Carlos III accedió al trono español a la muerte de su
hermanastro Fernando VI, que no dejó descendencia. Carlos tuvo que renunciar al
trono de las Dos Sicilias. En los primeros años de su reinado se apoyó en
ministros italianos, como Grimaldi y, especialmente, el marqués de Esquilache,
que le habían servido en Nápoles. Estos ministros eran defensores de profundas
reformas: libertad económica, desamortización eclesiástica, etc… Este modelo
radical ilustrado concitó diversas oposiciones que terminaron por estallar en
1766 con el motín de Esquilache en Madrid y otros motines en el resto de la
Monarquía. El motín de Esquilache es un fenómeno complejo por la diversidad de
sus causas. Por un lado, había un claro malestar popular por la carestía del
pan, causado por las malas cosechas de 1765 y por la aplicación de la política
liberalizadora de los precios. Pero, por otro lado, se había generado una
corriente de opinión contraria a la presencia de extranjeros en el poder,
alentada por la oposición de los privilegiados a las medidas reformistas.
El detonante del motín fue la promulgación de un decreto que
prohibía el uso de vestimentas masculinas tradicionales: sombreros de ala ancha
y capas largas. Estalló una violenta revuelta que significó el cese de
Esquilache y la paralización del modelo avanzado de reformismo.
A partir del motín de Esquilache se inauguró la segunda etapa
del reinado de Carlos III bajo un modelo de reformismo ilustrado más moderado.
Sus protagonistas fueron: Campomanes, el conde de Aranda y el conde de
Floridablanca, junto con otros ilustrados con menos poder pero de gran
importancia: Pablo de Olavide, Francisco Cabarrús y Jovellanos, sin lugar a
dudas, el ilustrado español más brillante.

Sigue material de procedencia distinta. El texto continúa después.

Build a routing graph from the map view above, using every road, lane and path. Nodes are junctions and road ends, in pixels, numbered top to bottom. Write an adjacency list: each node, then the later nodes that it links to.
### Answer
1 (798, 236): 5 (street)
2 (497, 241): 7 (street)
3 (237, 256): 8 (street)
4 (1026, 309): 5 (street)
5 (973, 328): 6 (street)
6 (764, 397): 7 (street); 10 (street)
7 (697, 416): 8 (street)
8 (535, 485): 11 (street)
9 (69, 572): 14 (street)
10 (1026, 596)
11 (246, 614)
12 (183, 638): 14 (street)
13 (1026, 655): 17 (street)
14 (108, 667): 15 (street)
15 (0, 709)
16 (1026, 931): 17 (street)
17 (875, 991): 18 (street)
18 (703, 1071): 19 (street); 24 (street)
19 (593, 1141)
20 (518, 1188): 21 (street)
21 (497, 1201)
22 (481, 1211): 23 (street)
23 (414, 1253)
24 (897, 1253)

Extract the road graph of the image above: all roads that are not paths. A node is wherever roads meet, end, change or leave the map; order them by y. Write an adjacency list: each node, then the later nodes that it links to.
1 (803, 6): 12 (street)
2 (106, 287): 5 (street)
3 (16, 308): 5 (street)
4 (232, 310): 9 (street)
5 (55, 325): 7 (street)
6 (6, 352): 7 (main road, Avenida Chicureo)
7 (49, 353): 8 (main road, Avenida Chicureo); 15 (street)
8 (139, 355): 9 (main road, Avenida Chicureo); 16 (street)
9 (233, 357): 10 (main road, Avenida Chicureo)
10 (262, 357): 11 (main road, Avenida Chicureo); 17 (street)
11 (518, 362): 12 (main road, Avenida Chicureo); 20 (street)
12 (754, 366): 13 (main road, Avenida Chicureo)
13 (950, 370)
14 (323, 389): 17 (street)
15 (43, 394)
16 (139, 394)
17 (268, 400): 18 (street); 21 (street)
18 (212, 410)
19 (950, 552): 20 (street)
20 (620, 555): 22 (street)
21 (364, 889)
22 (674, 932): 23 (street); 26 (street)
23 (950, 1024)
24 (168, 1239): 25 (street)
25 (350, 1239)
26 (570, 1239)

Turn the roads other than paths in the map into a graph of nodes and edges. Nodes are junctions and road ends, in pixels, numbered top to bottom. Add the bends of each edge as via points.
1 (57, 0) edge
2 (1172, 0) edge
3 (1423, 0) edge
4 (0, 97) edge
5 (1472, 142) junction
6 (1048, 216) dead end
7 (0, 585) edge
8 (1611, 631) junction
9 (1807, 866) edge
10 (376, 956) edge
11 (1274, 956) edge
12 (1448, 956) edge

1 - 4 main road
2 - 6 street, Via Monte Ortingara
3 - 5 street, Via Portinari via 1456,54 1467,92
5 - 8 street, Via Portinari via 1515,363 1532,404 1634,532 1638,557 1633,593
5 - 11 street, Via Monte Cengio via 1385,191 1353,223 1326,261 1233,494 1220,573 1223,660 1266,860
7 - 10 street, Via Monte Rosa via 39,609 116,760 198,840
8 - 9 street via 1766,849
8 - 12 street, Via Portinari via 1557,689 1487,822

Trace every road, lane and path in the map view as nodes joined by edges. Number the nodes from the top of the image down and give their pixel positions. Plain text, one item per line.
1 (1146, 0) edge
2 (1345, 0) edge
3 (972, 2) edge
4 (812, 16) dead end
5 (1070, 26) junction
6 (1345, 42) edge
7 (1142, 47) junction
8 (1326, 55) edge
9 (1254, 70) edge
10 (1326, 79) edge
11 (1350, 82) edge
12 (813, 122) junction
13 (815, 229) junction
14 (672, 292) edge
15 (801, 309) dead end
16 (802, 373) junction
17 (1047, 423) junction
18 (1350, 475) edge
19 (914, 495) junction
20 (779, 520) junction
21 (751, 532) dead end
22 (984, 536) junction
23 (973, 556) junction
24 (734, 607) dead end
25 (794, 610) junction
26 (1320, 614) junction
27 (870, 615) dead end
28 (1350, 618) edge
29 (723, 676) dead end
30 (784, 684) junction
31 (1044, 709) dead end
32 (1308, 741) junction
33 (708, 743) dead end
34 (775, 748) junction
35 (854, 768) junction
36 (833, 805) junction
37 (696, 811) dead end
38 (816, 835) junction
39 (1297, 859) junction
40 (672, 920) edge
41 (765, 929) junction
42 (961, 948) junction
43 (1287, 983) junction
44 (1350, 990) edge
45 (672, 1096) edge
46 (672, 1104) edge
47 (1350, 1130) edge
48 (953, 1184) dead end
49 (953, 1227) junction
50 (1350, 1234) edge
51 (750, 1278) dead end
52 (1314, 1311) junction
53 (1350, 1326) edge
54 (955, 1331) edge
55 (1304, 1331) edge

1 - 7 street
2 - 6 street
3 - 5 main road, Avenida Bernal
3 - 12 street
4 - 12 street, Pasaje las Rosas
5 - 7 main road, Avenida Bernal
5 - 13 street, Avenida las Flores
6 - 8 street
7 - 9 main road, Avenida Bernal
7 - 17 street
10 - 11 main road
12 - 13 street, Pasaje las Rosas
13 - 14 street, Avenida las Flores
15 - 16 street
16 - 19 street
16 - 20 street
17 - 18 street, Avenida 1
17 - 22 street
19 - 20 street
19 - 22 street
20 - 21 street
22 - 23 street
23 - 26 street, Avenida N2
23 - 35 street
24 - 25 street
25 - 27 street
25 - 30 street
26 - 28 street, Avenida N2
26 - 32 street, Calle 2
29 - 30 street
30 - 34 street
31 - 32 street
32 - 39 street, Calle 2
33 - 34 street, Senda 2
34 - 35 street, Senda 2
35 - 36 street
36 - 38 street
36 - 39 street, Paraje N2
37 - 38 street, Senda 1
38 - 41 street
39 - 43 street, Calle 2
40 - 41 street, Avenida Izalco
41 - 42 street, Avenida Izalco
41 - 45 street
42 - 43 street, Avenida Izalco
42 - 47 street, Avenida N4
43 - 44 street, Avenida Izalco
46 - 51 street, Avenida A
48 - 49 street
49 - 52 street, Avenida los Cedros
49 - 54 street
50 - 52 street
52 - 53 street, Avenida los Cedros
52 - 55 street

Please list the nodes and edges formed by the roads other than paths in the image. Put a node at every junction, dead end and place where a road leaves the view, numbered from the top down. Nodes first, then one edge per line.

Las reformas que se emprendieron abarcaron todas las áreas.
En relación con la Iglesia, el despotismo ilustrado deseaba reducir su poder.
El regalismo, siempre presente en la historia española, se acentuó con Carlos
III. Se terminó por expulsar a los jesuitas, la todopoderosa Compañía, tan
vinculada al Papado y contraria a muchas de las reformas. También se intentó
limitar el poder de la Inquisición. Otro signo de esta política fue la reforma
de aspectos visibles de la religiosidad popular. Por último, estaría el intento
de aumentar la formación de los eclesiásticos, ya que se pretendía que fueran
transmisores de ciertas reformas entre el pueblo, dada la influencia de la
Iglesia y su extensa organización que se extendía por todo el territorio.
En lo económico se adoptaron muchas medidas. Algunas
pretendían aumentar la recaudación fiscal: creación de la Lotería Nacional o
del Banco Nacional de San Carlos. Otras disposiciones iban encaminadas a
mejorar las actividades productivas tendiendo a tener más influencia, con el
tiempo, las ideas del liberalismo económico que las anteriores del
mercantilismo de los primeros Borbones: libre circulación de cereales y vinos
(1766) o la liberalización comercial con América (1778).
La constatación de que la principal actividad económica era
la agricultura y de que muchos de sus problemas derivaban de la estructura de
la propiedad de la tierra, llevó a la necesidad de emprender una reforma
agraria. Para ello, se hicieron algunas propuestas pero la ley nunca se
promulgó. De esos intentos ha quedado una documentación harto interesante para
conocer la realidad agrícola española, junto con el fundamental Informe sobre
la Ley Agraria de Jovellanos, aunque elaborado en el siguiente reinado. A pesar
de este fracaso, se promovió el desarrollo agrícola: limitación de privilegios
de la Mesta, colonización de zonas despobladas, fundación de las Nuevas
Poblaciones en Sierra Morena y la desamortización de algunos bienes comunales.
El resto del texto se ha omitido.